3- Using the Stop Work Option

How valuable is the right to stop work? For smaller contracts, probably not very. If you are not being paid, and if you have a good relationship with the Owner, because it’s a small contract and you are likely dealing directly with the Owner, then you will know when the Owner is having financial difficulty. If that is the case, you can probably work out some agreement to suspend the work rather than going through the effort of the Stop Work notification.

The more likely situation is on larger projects when the Owner stops making progress payments. On those types of projects, the Owner will always have some stated reason, however frivolous it may be, for not paying you. In that case, you cannot satisfy the key statutory element for stopping work; there’s no dispute over the entitlement to payment.
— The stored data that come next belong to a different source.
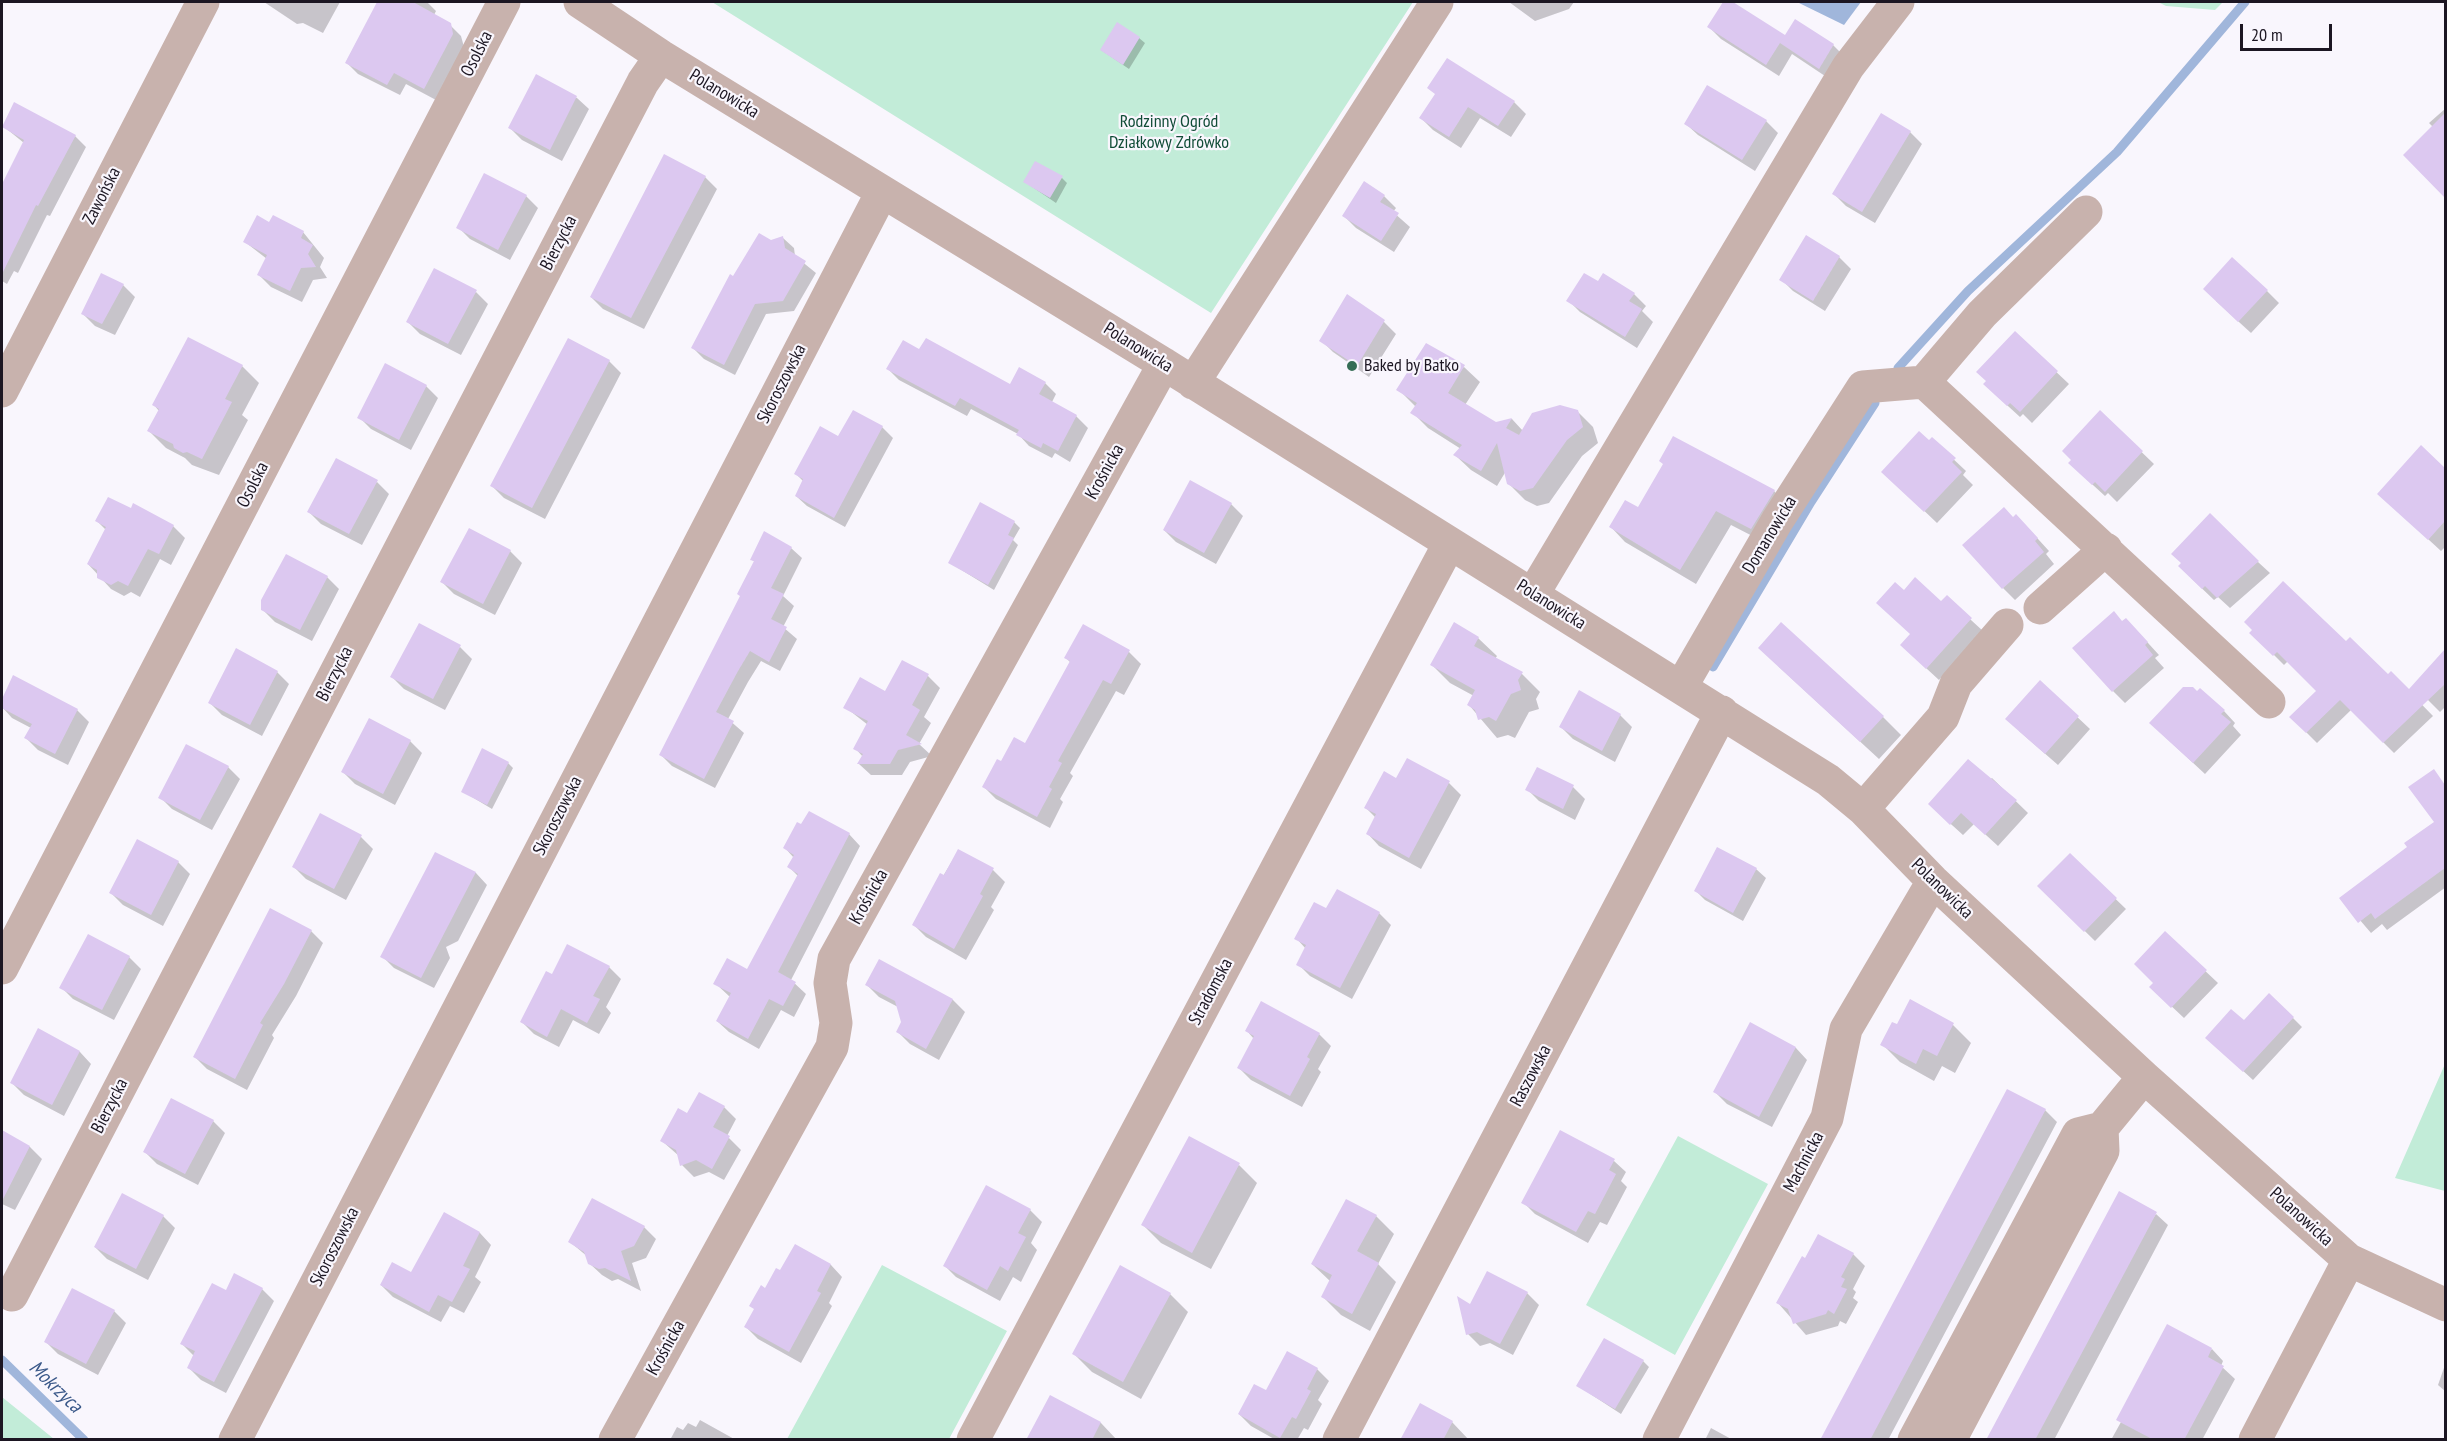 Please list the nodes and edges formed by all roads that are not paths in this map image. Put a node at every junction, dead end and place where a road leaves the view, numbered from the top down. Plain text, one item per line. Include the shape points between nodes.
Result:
1 (203, 2) edge
2 (504, 2) edge
3 (580, 2) edge
4 (1437, 2) edge
5 (1898, 2) edge
6 (661, 56) junction
7 (882, 192) junction
8 (2086, 212) dead end
9 (1164, 364) junction
10 (1193, 382) junction
11 (1924, 382) junction
12 (2, 391) edge
13 (1449, 544) junction
14 (2106, 549) junction
15 (1533, 594) junction
16 (2040, 608) dead end
17 (2007, 625) dead end
18 (1681, 687) junction
19 (2269, 702) dead end
20 (1722, 712) junction
21 (1863, 809) junction
22 (1933, 881) junction
23 (2, 968) edge
24 (2144, 1077) junction
25 (2102, 1128) junction
26 (2349, 1260) junction
27 (12, 1295) dead end
28 (2445, 1305) edge
29 (235, 1440) edge
30 (615, 1440) edge
31 (973, 1440) edge
32 (1339, 1440) edge
33 (1659, 1440) edge
34 (1914, 1440) edge
35 (1950, 1440) edge
36 (2254, 1440) edge

1 - 12 street, Zawońska
2 - 23 street, Osolska
3 - 6 street, Polanowicka
4 - 10 street
5 - 15 street via 1848,67
6 - 7 street, Polanowicka
6 - 27 street, Bierzycka via 644,81
7 - 9 street, Polanowicka
7 - 29 street, Skoroszowska
8 - 11 street via 1982,314
9 - 10 street, Polanowicka
9 - 30 street, Krośnicka via 834,959 830,983 836,1023 832,1047
10 - 13 street, Polanowicka
11 - 14 street
11 - 18 street, Domanowicka via 1863,387 1777,521
13 - 15 street, Polanowicka
13 - 31 street, Stradomska
14 - 16 street
14 - 19 street
15 - 18 street, Polanowicka
17 - 21 street via 1956,684 1943,717
18 - 20 street, Polanowicka
20 - 21 street, Polanowicka via 1828,780
20 - 32 street, Raszowska
21 - 22 street, Polanowicka
22 - 24 street, Polanowicka
22 - 33 street, Machnicka via 1846,1029 1827,1118
24 - 25 street
24 - 26 street, Polanowicka
25 - 34 street via 2078,1134
25 - 35 street via 2103,1151
26 - 28 street, Polanowicka
26 - 36 street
The stop work option is not something that should be done on impulse and without consultation with legal counsel. If it is done correctly, it can be effective. After all, if you are not being paid, you are financing the project for the Owner. If the Owner goes bust and there is no payment bond, you may be getting pennies on the dollar, if anything at all, and getting it long after you performed the work. Better to call the Owner’s bluff.

Conversely, from the Owner’s perspective, if you do not satisfy all the requirements in the statute, or if you don’t do the steps correctly, you may be in material breach if you pull off the project. The ball will then be in the Owner’s court and you will have an even bigger problem getting paid, if you get paid at all.